As indicated in Table 3 and Table 4, the primary environmental factors influencing the distributions of A. yangbiense and C. chago were the precipitation of the driest quarter (biol7) and the minimum temperature of the coldest month (bio6), respectively. The contribution rate of the two factors was significantly greater than other environmental factors. The response curves can reflect the relationship between species survival probability and environmental factors. Here, a survival probability greater than 0.5 (p > 0.5) was identified as the range supporting optimal species growth. The optimal ranges of key environmental factors for the two species are bio17 ≥ 60 mm and −2.36 °C < bio6 < 2.32 °C, which are suitable for the growth of A. yangbiense and C. chago, respectively (Figure 2).

3.3. Potentially Suitable Areas for A. yangbiense and C. chago

3.3.1. Current Habitable Zones for A. yangbiense and C. chago

The optimized MaxEnt model indicates that the total suitable areas for A. yangbiense and C. chago currently span 29.06 × 104 km2 and 13.33 × 104 km2, respectively. The middle and high suitability areas of the two species were mainly located in the northwest of Yunnan. However, the distribution areas of C. chago were narrower than those of A. yangbiense. Specifically, the suitable areas of C. chago were only distributed in the Yunnan and Xizang Provinces in China and scattered in India, Myanmar, Thailand, and Laos abroad. Besides the above-mentioned sites, A. yangbiense also had suitable areas in Sichuan, Guizhou, Hunan, Guangxi, Guangdong, and Hainan in China, as well as in Bhutan, Bangladesh, and Vietnam abroad (Figure 3 and Figure 4; Table S2).

3.3.2. Potentially Habitable Zones for A. yangbiense and C. chago in Historical Periods

Many of the southern and central regions of Yunnan were ideal for the growth of A. yangbiense and C. chago, which had the biggest suitable areas overall during the Last Glacial Maximum (LGM). Compared to the present, the total suitable areas for A. yangbiense and C. chago rose by 45.58% and 163.51%, respectively. During this period, the low suitability areas and medium suitability areas of two species expanded considerably, while the area of high suitability dropped (decreased by 57.05% and 44.76%, respectively). In the Middle Holocene (MH), all types of suitable areas (low, medium, and high suitability areas) for A. yangbiense and C. chago showed varying degrees of reduction. (Figure 3, Figure 4 and Figure 5; Table S2).

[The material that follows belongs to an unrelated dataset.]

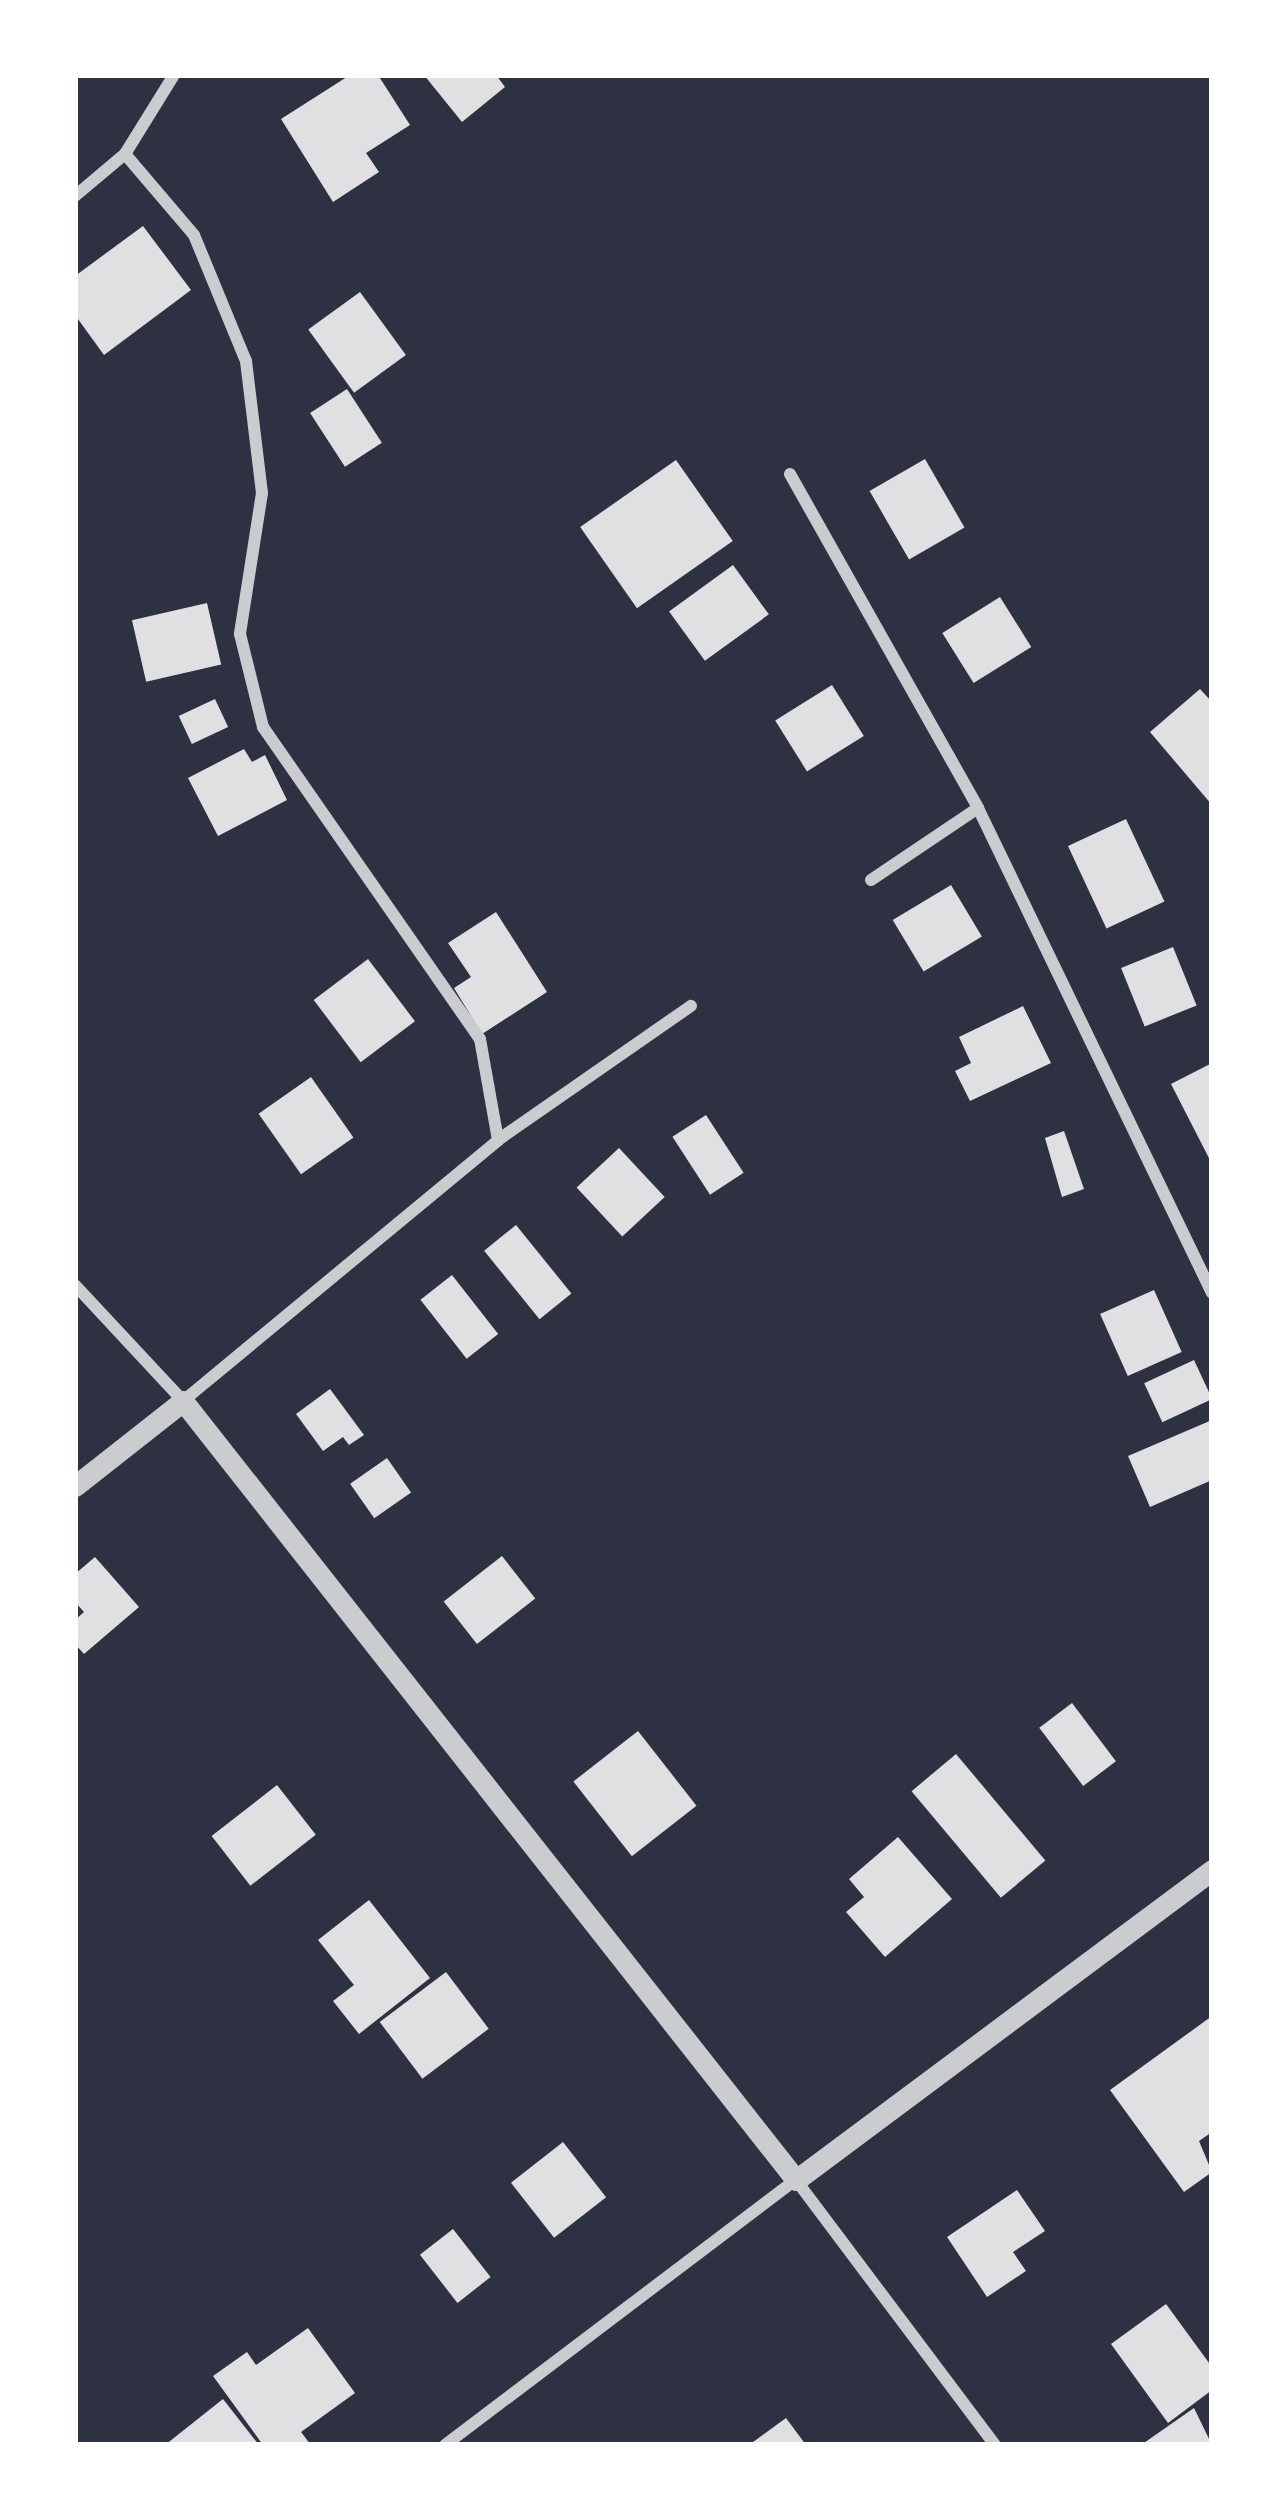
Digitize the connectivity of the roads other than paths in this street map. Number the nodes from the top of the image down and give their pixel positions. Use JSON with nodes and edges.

3.3.3. Potentially Habitable Zones for A. yangbiense and C. chago in Future Scenarios

In the future, the predicted total areas of A. yangbiense and C. chago decreased to different degrees based on the two climate conditions in each period (decreased by 32.98%–64.99% and 63.48%–99.49%, respectively). In the 2070s, based on the SSP126 scenario, the total suitability areas of A. yangbiense and C. chago were the lowest, with a decrease of 52.40% and 86.25% compared with the current climate conditions, respectively. At this point, C. chago’s middle and high suitability zones had shrunk by over 92%, and even the high suitability areas were in danger of going extinct. In the 2090s, A. yangbiense and C. chago had the lowest total suitability areas according to the SSP585 scenario, declining 64.99% and 99.49%, respectively, in comparison to the current climate. Meanwhile, all types of suitable areas (low, medium, and high suitability areas) for C. chago decreased by 99%–100% (Figure 3, Figure 4 and Figure 5; Table S2).
Except for the 2070s, the total areas of A. yangbiense in the two scenarios (SSP126 and SSP585) were as follows: SSP126 > SSP585. The comparison of C. chago’s total adaptability area in each scenario yielded the following results: SSP126 > SSP585. Except for the 2030s, when the areas of low suitability for C. chago based on SSP126 were slightly lower than SSP585, the suitable areas for all levels (low, medium, and high suitability areas) gradually decreased with increasing carbon emission concentration (SSP126, SSP585) (Figure 3, Figure 4 and Figure 5; Table S2).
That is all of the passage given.